Oar stood in the midst of those unmoving bodies, waiting for me to say something. I botched it. "Are they… what happened… is this some… so, Oar, these are your ancestors."
"Yes," she said. "Not all are direct ancestors; but they have lived in my home from the beginning."
"And, uhh… what do they do here?"
"They lie on the floor, Festina. They do not want to do anything else."
"But they could get up if they wanted to?"
"When the other Explorers came," she said, "my mother and sister got up. They were curious to meet strangers, even though the Explorers were so ugly. After a day, my mother grew bored and came back here — that is her, lying over there." She gestured in the direction of a glass wall. At least five women lay in that neighborhood, all of them twins to Oar. If one was truly Oar's mother, she showed no sign of being older than Oar herself… nor did any of the women show evidence of motherhood. Glass stomachs must not get stretch marks; glass breasts must be immune to the demands of nursing. And gravity.
"What about your sister?" I asked. "Did she eventually get bored too?"
"I am sure she is very bored now," Oar answered haughtily. "She is bored and sad and stupid."
"Oh?"
"She went away with the fucking Explorers. They took her and not me."
Oar loosed a furious kick at the body closest to her — a man who skidded across the floor with the force of the impact. He opened his eyes to glare at Oar, said a few unknown words in a grumbling voice, then shifted back to his former location.

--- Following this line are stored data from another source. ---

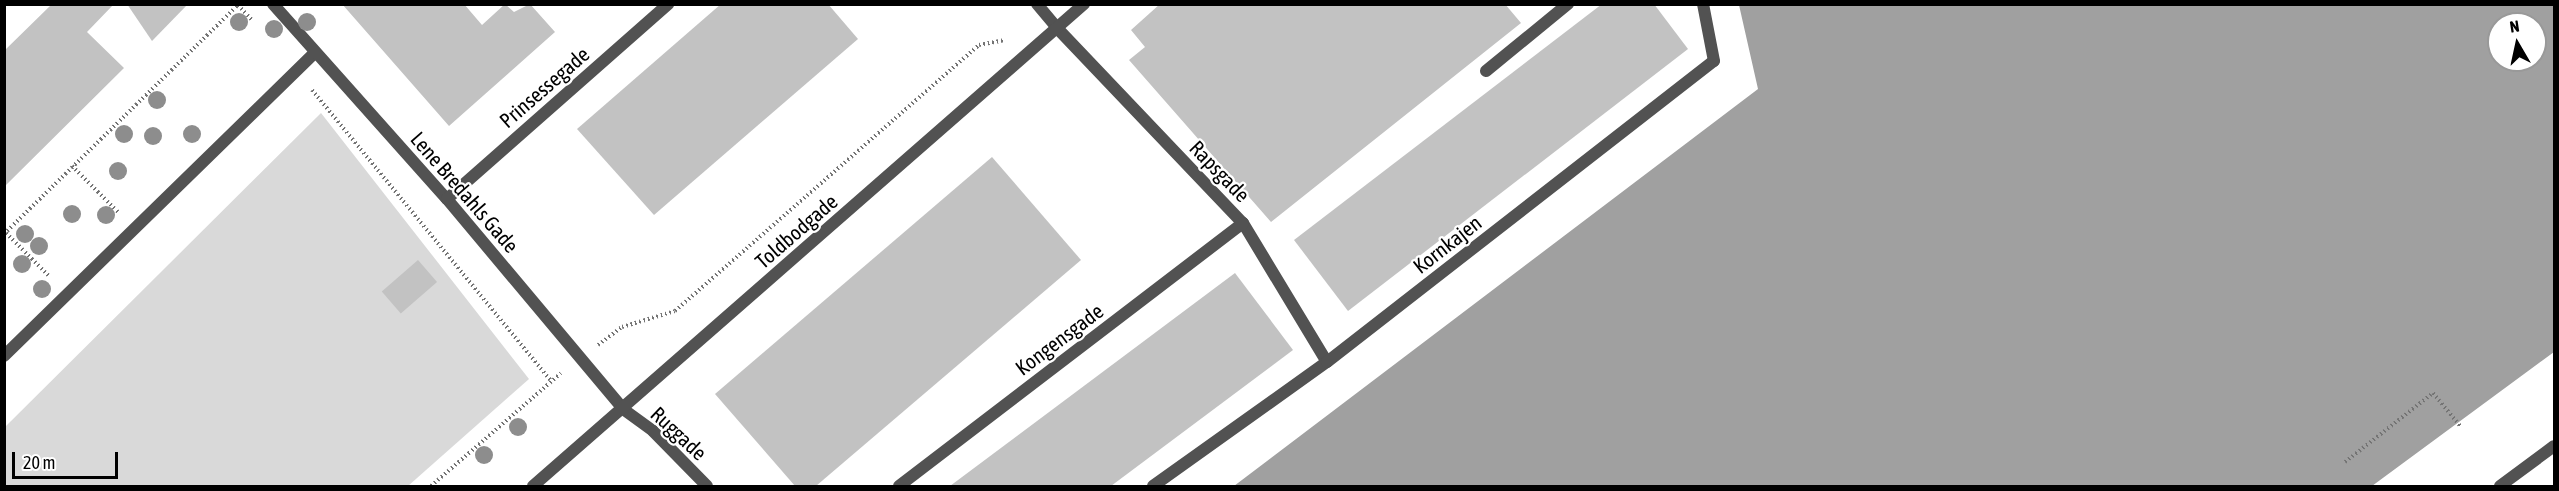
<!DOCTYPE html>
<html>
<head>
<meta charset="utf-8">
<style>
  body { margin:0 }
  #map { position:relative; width:2559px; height:491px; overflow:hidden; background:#fff; font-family:"Asap Condensed",sans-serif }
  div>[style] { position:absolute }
  .green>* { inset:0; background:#d9d9d9 }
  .water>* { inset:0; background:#a0a0a0 }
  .building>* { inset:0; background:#c2c2c2; transform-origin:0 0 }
  .path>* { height:4px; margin-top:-2px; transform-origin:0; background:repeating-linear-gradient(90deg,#747474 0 1.5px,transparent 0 4.5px) }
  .service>* { height:12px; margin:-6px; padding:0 6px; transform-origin:6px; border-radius:6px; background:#525252 }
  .minor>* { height:12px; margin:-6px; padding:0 6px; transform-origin:6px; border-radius:6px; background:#525252 }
  .tertiary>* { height:12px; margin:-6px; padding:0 6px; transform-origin:6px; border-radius:6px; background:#525252 }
  .trees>* { width:18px; height:18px; margin:-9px; border-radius:50%; background:#8d8d8d }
  span { translate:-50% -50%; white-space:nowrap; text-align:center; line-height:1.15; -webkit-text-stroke:4.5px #fff; paint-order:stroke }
  .street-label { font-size:21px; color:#000 }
  .frame { position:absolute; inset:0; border:6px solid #000; pointer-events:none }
  .north { position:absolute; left:2487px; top:12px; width:60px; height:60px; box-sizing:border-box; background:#fff; border:2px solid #999; border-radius:50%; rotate:351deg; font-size:16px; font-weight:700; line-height:24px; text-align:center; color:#000 }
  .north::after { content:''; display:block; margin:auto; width:21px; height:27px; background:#000; clip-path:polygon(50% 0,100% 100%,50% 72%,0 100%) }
  .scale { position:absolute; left:12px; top:452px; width:106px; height:27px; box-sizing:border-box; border:3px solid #000; border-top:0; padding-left:8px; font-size:18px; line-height:21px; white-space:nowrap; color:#000; -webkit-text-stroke:4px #fff; paint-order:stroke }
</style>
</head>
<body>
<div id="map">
  <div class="green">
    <div style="clip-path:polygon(321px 113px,529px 379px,408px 486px,5px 486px,5px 427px)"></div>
  </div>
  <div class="water">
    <div style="clip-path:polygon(evenodd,1739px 5px,2554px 5px,2554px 352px,2372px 486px,1234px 486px,1758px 89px,1739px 5px,2499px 24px,2535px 24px,2535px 60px,2499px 60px,2499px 24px)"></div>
  </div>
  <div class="building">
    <div style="clip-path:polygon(66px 4px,114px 4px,87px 32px,124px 68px,4px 187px,4px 51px,51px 5px)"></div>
    <div style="clip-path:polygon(127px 4px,188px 4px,152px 41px)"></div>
    <div style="clip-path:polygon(342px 4px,464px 4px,482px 25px,505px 4px,514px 12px,530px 4px,555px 32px,449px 126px)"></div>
    <div style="clip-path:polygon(721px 4px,828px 4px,858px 39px,654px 215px,577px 129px)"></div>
    <div style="clip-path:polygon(1160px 4px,1505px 4px,1521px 23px,1271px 222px,1129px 60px,1145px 47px,1131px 30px)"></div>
    <div style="clip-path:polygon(1602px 4px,1654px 4px,1688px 49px,1348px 311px,1294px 240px)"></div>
    <div style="clip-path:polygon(992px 157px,1081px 260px,816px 486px,795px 486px,715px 394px)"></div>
    <div style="left:418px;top:260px;width:29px;height:48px;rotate:49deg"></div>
    <div style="clip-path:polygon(1235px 273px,1293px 350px,1111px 486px,950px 486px)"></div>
  </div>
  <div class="path">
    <div style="left:238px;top:5px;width:21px;rotate:47deg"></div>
    <div style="left:312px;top:90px;width:377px;rotate:50.6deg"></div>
    <div style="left:72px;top:166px;width:66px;rotate:45deg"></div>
    <div style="left:6px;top:233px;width:62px;rotate:45deg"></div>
    <div style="left:4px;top:234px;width:329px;rotate:-44.4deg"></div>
    <div style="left:598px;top:345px;width:30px;rotate:-37deg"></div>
    <div style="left:622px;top:327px;width:55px;rotate:-16.8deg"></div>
    <div style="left:675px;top:311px;width:404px;rotate:-41.2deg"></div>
    <div style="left:979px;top:45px;width:25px;rotate:-11deg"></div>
    <div style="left:2345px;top:462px;width:112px;rotate:-38.1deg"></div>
    <div style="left:2433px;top:393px;width:44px;rotate:50.5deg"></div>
    <div style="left:431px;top:486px;width:172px;rotate:-41deg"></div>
  </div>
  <div class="service">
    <div style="left:1057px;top:28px;width:269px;rotate:46.4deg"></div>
    <div style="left:1243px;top:223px;width:162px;rotate:58.9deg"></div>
    <div style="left:1486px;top:71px;width:106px;rotate:-39.3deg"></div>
    <div style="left:4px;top:356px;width:434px;rotate:-44.3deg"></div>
    <div style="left:623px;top:409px;width:37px;rotate:36deg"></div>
    <div style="left:653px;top:431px;width:77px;rotate:45.5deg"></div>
    <div style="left:899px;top:486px;width:433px;rotate:-37.4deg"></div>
    <div style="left:1153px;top:486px;width:214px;rotate:-35.5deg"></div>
    <div style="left:1327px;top:362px;width:490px;rotate:-37.9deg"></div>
    <div style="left:1714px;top:61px;width:58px;rotate:-100.9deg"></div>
  </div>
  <div class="minor">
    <div style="left:273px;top:4px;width:261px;rotate:48.3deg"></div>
    <div style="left:447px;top:199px;width:274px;rotate:50deg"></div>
    <div style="left:1037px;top:4px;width:31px;rotate:50deg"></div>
    <div style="left:447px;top:199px;width:295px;rotate:-41.4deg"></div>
    <div style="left:2500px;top:486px;width:67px;rotate:-36.5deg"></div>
  </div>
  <div class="tertiary">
    <div style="left:533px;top:486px;width:732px;rotate:-41.18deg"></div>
  </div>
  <div class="trees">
    <div style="left:239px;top:22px"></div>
    <div style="left:307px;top:22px"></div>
    <div style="left:274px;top:29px"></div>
    <div style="left:157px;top:100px"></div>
    <div style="left:124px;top:134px"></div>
    <div style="left:192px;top:134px"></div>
    <div style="left:153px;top:136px"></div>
    <div style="left:118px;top:171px"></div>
    <div style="left:72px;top:214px"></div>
    <div style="left:106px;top:215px"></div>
    <div style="left:25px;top:234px"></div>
    <div style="left:39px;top:246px"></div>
    <div style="left:22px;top:264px"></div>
    <div style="left:42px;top:289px"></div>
    <div style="left:518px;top:427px"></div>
    <div style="left:484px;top:455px"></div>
  </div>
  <div class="street-label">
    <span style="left:544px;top:87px;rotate:-41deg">Prinsessegade</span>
    <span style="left:1220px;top:171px;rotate:46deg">Rapsgade</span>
    <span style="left:465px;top:192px;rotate:49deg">Lene Bredahls Gade</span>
    <span style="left:796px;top:231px;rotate:-41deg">Toldbodgade</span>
    <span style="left:1447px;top:244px;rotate:-38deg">Kornkajen</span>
    <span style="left:1059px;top:339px;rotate:-37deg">Kongensgade</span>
    <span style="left:679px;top:433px;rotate:43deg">Ruggade</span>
  </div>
  <div class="frame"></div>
  <div class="north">N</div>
  <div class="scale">20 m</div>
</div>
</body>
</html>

Oar immediately kicked him again. "Do not call me names, old man!" she snapped.
He glared at her once more, but said nothing. He didn't try to move this time, but settled where he was, folding his hands across his chest and closing his eyes. I wondered if he would shift back to his original place after Oar left.
"They all have tired brains," Oar told me. "They are old and tired — and rude," she added, raising her voice pointedly. "They have nothing else they want to do, so they lie here."
"Don't they eat or drink?"
Oar shook her head. "They absorb water from the air… and absorb the light too. My sister said the light in this building is nutritious — good enough anyway for people who do nothing. I do not understand how light can be nutritious, but my sister claimed it was true."
Having lived with solar energy all my life, I had no trouble appreciating how light could "feed" an organism; but clear glass was not a good photo-collector. It's better to be opaque to the light you're trying to absorb… and then it occurred to me, these bodies were opaque to most nonvisible wavelengths. A quick Bumbler check confirmed it — the deceptively muted light inside this building was laced with enough UV to bake potatoes. I shuddered to think what other radiation might be flooding the air… say, microwaves and X-rays.
"Let's go outside," I told Oar briskly. "You've probably never heard the word 'melanoma'… but I have."
The Surrender
The light outside was not so lethal — the Bumbler certified it fell within human safety limits. Obviously, the tower containing Oar's ancestors was shielded to keep all that juicy radiation inside… which only made sense. If you devoted so much wattage to feed solar-powered people, you didn't want energy spilling uselessly through the walls. Whatever the tower was made of, it certainly wasn't ordinary glass; it held in everything but visible light, making a high-band hothouse for photosynthesizing deadbeats.